Il dirigente comunale: “Niente residenze a valle di via N.Sauro? Questione politica” 

 

A margine della riunione della commissione urbanistica (di cui riferiamo in un articolo a parte) abbiamo posto alcune domande al dirigente comunale Amedeo D’Onghia, finito nel mirino delle vicende legate allo sviluppo dell’area dell’ex cementeria. Ingegnere D’Onghia, Risimini ha riferito che lei ha rasentato il reato di omissione d’atti d'ufficio non fornendo a chi aveva fatto richiesta l’ultima nota del 19 dicembre 2011 del progettista del Pug Oliva.
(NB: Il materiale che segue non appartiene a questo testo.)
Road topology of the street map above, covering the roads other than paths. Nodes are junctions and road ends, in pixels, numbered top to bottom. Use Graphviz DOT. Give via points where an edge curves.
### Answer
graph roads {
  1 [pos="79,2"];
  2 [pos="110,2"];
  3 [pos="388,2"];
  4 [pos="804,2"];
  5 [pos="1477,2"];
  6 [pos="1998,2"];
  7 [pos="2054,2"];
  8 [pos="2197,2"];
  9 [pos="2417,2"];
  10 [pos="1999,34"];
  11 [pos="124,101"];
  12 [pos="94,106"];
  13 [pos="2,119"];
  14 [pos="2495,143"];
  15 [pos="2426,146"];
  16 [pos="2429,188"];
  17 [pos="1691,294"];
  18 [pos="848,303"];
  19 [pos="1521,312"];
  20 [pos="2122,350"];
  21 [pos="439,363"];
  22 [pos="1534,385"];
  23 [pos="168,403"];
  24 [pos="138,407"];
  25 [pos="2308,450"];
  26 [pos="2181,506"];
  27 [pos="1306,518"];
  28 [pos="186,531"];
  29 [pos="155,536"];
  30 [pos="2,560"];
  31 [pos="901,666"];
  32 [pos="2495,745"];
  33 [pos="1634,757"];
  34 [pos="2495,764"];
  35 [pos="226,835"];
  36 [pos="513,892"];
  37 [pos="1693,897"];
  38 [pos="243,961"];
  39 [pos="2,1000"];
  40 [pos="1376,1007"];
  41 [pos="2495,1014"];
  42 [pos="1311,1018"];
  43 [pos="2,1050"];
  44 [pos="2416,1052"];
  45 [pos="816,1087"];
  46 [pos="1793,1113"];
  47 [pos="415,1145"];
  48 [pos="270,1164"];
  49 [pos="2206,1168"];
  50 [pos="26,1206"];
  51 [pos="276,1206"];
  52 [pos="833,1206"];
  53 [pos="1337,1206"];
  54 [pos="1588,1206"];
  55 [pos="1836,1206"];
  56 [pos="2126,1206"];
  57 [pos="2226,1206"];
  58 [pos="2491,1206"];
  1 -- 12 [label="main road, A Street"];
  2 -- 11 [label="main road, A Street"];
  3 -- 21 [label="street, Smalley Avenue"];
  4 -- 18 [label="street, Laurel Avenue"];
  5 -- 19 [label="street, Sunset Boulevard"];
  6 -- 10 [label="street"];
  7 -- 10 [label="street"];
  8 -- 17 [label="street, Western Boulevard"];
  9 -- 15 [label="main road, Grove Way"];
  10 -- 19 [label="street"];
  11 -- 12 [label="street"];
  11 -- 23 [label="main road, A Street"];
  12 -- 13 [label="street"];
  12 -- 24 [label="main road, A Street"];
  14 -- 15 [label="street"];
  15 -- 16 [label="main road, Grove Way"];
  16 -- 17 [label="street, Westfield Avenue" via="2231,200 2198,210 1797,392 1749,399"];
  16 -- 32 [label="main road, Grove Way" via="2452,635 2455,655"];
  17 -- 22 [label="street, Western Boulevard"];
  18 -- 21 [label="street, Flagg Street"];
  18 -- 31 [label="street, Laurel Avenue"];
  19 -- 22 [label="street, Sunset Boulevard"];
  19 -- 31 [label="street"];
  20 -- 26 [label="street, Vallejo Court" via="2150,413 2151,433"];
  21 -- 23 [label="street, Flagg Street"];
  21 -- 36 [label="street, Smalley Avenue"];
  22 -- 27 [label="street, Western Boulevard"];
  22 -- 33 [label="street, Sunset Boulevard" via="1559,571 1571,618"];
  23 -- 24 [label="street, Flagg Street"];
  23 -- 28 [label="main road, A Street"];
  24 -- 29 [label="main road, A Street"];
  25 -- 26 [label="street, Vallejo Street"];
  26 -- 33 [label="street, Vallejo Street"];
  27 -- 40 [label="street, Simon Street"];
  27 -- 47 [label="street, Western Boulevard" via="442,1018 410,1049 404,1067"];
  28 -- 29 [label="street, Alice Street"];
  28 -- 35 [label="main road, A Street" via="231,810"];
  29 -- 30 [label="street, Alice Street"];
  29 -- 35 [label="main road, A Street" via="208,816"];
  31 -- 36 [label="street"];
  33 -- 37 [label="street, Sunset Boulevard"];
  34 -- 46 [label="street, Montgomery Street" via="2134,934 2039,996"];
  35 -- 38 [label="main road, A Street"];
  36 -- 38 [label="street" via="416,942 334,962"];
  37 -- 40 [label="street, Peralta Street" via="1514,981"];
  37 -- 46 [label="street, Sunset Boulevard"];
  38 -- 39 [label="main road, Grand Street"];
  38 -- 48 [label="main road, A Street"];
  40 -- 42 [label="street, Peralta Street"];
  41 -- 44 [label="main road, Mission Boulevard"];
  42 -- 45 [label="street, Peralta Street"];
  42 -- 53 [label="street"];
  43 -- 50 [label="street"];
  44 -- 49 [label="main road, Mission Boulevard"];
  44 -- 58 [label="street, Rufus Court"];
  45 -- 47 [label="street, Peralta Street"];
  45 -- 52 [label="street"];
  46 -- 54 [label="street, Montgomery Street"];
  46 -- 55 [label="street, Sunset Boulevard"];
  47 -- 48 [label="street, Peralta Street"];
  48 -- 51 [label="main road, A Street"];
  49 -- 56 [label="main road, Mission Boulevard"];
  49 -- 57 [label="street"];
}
Lei cosa risponde? “Sono chiacchiere. Prima di giungere ad un progetto c'è una discussione e chiarimenti, che non sono pubblici, poi scaturisce il documento finale protocollato che viene affisso all'albo pretorio”. In riferimento alle ultime due note del progettista Oliva, quella dell'11 novembre 2011 e quella del 19 dicembre, il professore si contraddice? “Assolutamente no. Nell'ultima il professore riporta testualmente: si ribadisce quanto già espresso nella interpretazione autentica delle NTA per l'Ambito P1 e nel successivo schema esemplificativo delle modalità attuative dello stesso Ambito”. Ingegnere, lei crede che Marasciulo si senta penalizzato? “Marasciulo si sente penalizzato nella misura in cui, e lo dice il professore Oliva, ritiene di avere diritto tanto alla volumetria esistente, quanto all'indice. Il ricorso di Marasciulo, che è agli atti, chiede la volumetria esistente e gli indici. Dall'interpretazione condivisa non può averli. Poi il Tar potrà dargli ragione”. Infine, ritiene di condividere l’opinione secondo la quale si dovrebbero evitare le residenze a valle di via Nazario Sauro? “È una questione politica. Non mi interessa”.(L.S.-G.D.)